Last weekend, I got to ride along with my husband Richard as he hauled his latest sculpture project, a fire-pit carved from a granite boulder rounded by long-vanished Arkansas River Valley glaciers, to its intended home in a Denver backyard. An architect and his design showroom-owner wife had commissioned Richard to carve them a fire-pit to serve as the centerpiece of their newly landscaped backyard. Their only specifications: the rock had to be approximately 36 inches in diameter to accommodate a basin (for the gas fire of the fire-pit) 24 inches in diameter. Oh, and it needed to be about two feet high.
The search for the right rock took months, and ranged to quarries as far away as the Pacific Northwest. In the end, they found just the right boulder at a rock-yard not three miles from Richard's studio, a beautiful rounded chunk of granite with sinuous curves and two wide bands of quartzite running through it. Once Richard figured out what the boulder had to say, where the basin for the fire-pit should be carved, and which sides were the top and bottom -- oh, and how to mend the crack that ran through the whole boulder and threatened to split it in to two much smaller boulders -- he was set to begin.
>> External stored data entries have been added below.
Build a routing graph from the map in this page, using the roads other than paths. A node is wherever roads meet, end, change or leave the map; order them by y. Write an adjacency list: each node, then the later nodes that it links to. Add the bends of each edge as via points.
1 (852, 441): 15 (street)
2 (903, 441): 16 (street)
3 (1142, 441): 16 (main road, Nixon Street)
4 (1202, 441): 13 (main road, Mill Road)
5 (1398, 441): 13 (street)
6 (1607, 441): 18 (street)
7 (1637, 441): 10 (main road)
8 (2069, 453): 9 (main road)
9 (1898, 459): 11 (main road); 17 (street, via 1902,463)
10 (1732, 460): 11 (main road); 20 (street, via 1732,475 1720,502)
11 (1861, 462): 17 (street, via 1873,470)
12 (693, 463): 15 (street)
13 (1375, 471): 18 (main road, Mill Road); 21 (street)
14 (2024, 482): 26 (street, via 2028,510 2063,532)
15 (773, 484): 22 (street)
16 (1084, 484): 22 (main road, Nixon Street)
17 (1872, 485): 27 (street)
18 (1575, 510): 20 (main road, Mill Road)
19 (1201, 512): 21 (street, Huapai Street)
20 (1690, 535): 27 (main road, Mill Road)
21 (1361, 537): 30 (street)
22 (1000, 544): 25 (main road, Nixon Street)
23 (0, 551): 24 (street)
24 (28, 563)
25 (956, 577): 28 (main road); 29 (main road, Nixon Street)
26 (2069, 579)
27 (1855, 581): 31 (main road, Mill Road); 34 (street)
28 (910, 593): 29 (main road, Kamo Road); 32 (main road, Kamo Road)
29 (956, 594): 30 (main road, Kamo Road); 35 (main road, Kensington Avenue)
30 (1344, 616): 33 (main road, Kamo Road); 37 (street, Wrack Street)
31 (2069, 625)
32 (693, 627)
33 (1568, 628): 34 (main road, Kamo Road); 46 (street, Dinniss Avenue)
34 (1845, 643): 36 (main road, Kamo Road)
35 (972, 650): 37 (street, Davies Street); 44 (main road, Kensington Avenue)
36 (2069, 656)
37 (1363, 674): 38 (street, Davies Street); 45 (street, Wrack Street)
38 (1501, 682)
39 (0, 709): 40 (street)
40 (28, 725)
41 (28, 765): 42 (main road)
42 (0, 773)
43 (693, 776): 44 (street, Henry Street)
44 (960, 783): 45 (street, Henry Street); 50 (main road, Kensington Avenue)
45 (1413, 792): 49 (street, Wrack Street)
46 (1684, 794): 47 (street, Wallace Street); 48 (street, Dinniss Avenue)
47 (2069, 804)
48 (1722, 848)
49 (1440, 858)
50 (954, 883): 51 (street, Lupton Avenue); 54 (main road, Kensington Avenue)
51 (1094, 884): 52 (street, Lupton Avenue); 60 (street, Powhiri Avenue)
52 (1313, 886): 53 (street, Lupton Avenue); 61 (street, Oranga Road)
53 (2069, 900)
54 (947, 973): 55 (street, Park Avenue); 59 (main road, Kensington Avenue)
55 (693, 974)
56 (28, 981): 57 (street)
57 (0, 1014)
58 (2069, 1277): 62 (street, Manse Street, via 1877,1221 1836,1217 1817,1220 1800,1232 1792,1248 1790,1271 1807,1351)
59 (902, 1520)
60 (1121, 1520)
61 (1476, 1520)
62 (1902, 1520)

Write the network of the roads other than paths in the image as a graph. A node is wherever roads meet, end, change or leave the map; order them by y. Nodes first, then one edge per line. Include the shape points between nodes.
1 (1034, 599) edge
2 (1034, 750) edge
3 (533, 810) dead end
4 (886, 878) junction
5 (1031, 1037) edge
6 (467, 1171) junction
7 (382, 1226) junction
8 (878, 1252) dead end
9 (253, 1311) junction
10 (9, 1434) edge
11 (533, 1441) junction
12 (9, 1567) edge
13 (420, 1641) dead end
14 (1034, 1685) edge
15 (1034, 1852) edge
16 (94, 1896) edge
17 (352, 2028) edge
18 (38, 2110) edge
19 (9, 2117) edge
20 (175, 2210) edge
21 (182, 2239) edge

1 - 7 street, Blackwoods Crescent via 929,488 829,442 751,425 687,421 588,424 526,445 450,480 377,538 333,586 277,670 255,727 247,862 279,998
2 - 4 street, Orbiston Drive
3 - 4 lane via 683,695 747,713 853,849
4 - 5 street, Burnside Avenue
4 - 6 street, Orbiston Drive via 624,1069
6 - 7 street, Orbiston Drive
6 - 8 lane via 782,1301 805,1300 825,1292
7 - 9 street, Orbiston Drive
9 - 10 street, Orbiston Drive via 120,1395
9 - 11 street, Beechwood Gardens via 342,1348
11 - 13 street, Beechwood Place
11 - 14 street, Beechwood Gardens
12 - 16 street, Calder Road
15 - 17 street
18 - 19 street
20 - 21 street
Well, except that in order to begin, he had to be able to move the boulder around and turn it over -- did I mention that this fabulous rock weighs nearly a ton? So he invented and fabricated a gantry, a portable overhead crane capable of picking the rock up and moving it by hand.
Once he had carved off the lobe to make a flat bottom -- the fire-pit would sit on a paving-stone patio, and leveled the top and carved the basin and polished the top to a mirror finish, he decided that the gas fire should be contained in a steel basin that appeared to float just above the basin carved in the stone. (That would keep the heat of the fire from making that fatal crack in the rock worse.) So with the help of friends, he hand-forged a steel bowl to echo the shape of the basin in the boulder. He put the whole thing together, finished polishing the rock, and then it was time to deliver it. . . .
To Denver. Two and a half hours away, over three mountain passes, all over 10,000 feet elevation. In November, when snow falls on the high country. But as it happened, the weather was perfect the day of delivery, our aging Isuzu Trooper did a fabulous job of hauling Richard's 13-foot utility trailer, the portable crane, tools, and the near-ton of rock up and over the mountains and down to Denver.
And Richard did a fabulous job of backing the trailer into the architect's garage at the right-angle bend in the narrow alley. And of hoisting the fire-pit boulder off the trailer with his ingenuous hand-powered crane. And of using the crane to hoist the boulder up two steps, easing it through a door that is exactly the width of the boulder, with not a smidgen to spare. And of using that crane -- did I mention that it rolls? -- to ease the boulder exactly into place on the patio. The plumber connected the gas, the fire was lighted, and wow! It looks exactly right. What a lovely end to quite an adventure in sculpture. . . .
The news? Colorado's Governor Bill Ritter has chosen my latest book, Colorado Scenic Byways: Taking the Other Road, a collaboration with photographer Jim Steinberg, as one of his gifts to dignitaries on his Trade Mission to China and Japan. So several cartons of our six-pound baby, a two-volume set of books described as "lavish" and "inspiring" are off to China and Japan!